Shaping Journalism Through Drupal Development
Exemplifying the School of Communication's role as
a leader in the intersection of technology and communication is alumnus James
Robertson, who has been approached by Packt Publishing to write the next update
for "Drupal for Education and E-Learning"—a book that shows how Drupal can be used in the classroom to
enhance the learning experience.
Drupal is an online content management framework that enables organizations to easily organize, manage, and publish content in a way that allows for sharing, collaboration, and interactivity.
Robertson, who received his MA in Journalism and Public Affairs, currently serves as a junior software engineer at REI Systems, an information-technology (IT) government contractor. He is part of a team that works in the open-government section of the firm, which involves publishing important government data online. He also says that he works with Drupal all day—so this project is a definite fit.
Even though Robertson doesn't currently serve/work as a journalist, he is involved with what he refers to as "the development part of journalism"—facilitating and developing the publishing of information that journalists can use.

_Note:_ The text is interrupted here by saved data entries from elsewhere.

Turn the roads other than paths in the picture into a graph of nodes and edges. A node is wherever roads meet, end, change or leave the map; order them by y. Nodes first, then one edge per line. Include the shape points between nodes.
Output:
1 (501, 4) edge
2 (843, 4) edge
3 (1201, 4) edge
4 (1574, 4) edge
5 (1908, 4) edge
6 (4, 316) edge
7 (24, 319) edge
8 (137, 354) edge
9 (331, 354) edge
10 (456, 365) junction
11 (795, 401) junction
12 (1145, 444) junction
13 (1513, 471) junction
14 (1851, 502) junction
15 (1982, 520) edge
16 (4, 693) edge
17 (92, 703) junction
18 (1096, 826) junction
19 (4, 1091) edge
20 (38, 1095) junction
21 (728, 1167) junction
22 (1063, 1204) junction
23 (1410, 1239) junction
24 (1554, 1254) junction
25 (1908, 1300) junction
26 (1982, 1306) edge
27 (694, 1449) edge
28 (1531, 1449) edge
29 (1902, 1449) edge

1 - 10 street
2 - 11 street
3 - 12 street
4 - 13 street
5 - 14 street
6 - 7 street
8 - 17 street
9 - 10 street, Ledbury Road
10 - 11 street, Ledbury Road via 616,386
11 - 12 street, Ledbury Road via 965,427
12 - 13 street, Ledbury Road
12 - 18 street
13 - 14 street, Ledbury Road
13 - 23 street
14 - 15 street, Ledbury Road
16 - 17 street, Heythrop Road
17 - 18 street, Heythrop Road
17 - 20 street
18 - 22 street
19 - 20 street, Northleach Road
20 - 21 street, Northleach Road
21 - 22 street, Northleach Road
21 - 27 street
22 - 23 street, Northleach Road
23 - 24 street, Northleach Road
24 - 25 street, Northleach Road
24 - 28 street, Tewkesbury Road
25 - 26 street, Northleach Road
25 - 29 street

"Journalism is practiced in so many
different ways now," said Robertson. "It's not just traditional reporting
anymore—the development side of things is just as much journalism as the
production side of things."
Robertson's interest in the development side of journalism was sparked while he was a graduate student at SOC, and was further honed after he graduated.

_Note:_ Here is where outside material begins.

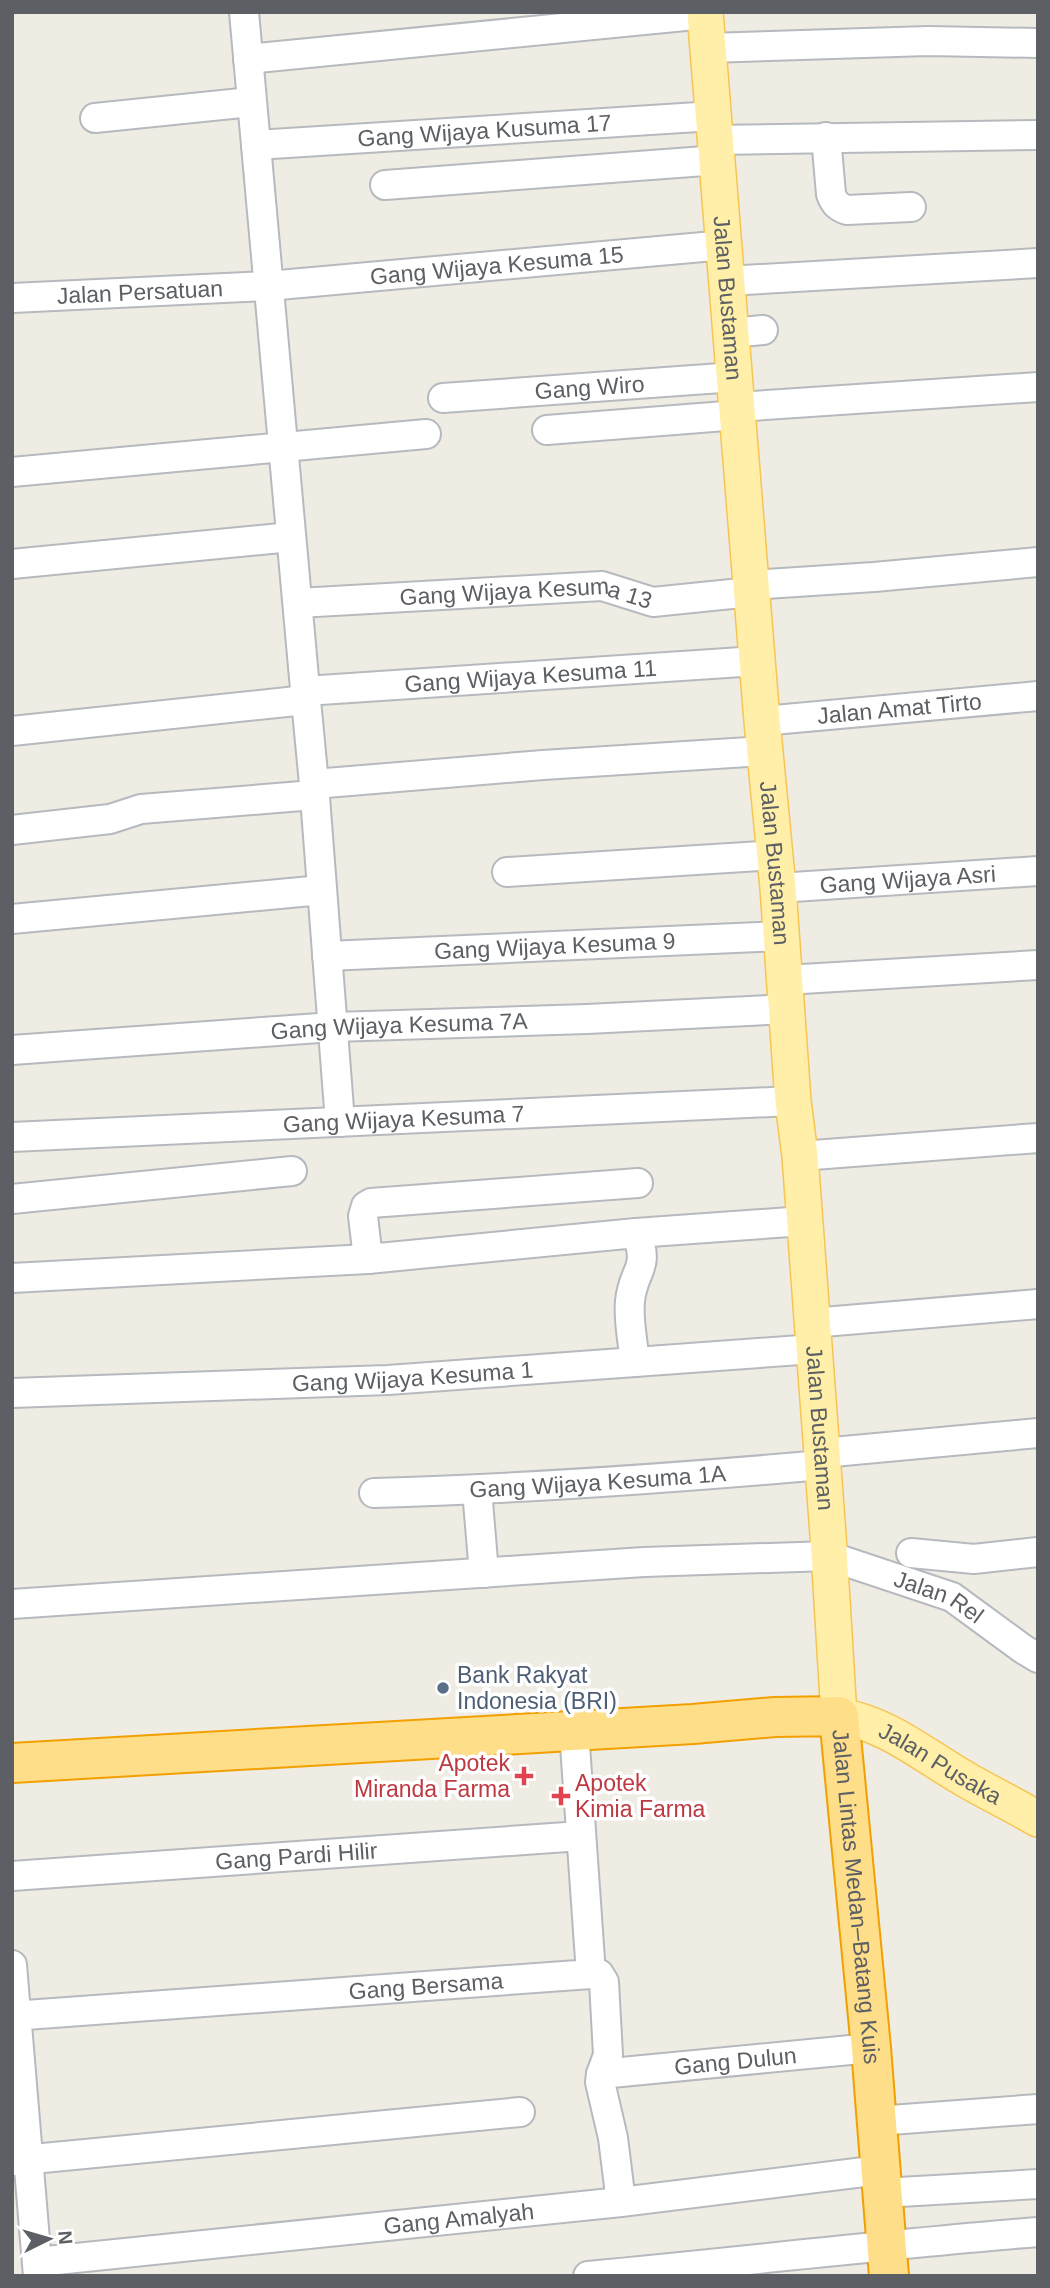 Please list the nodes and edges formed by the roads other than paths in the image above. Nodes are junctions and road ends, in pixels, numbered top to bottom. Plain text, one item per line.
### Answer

"While at National Geographic, I worked on the production side of things such as writing stories—that's when I realized I actually liked the development side of things better," said Robertson.

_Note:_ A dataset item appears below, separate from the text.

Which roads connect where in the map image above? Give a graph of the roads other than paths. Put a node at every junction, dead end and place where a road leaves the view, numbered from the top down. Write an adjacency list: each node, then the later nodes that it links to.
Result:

Robertson was first introduced to Drupal as a teaching assistant for SOC professor David Johnson.
"He asked me to create a website for the American Observer," said Robertson. "He handed me a Drupal book and told me to learn it."
Robertson has always had an interest in programming, and even came with some experience in HTML website building from his undergraduate years. But the type of programming that Drupal involved was mostly foreign to him.
"At the time, I didn't know much about
systems building and how servers work," said Robertson. "Drupal uses 'PHP' (PHP Hypertext Preprocessor )which is more
like a traditional programming language than HTML. So, I had to learn a programming
language and Drupal and systems administration and the finer points
of HTML and CSS at the same time.."
His advice for current SOC students?
"I was presented with a daunting challenge and opportunity in which I had an interest but no formal training—my advice would be to accept these challenges and opportunities if it's something that interests you and to keep pursuing it," said Robertson.
His other advice includes thinking about journalism "from other angles" since it can be practiced in so many different ways today (e.g. blogging, development, etc.).
Robertson credits SOC for providing him with a lot of the connections and relationships that have gotten him to where he is today.
"They found ways to encourage the things I was interested in and helped me to find opportunities that aligned with those interests," said Robertson.
While at SOC, Robertson interned with USAToday, the Newseum, and SOC's Institute for Interactive Journalism (J-Lab).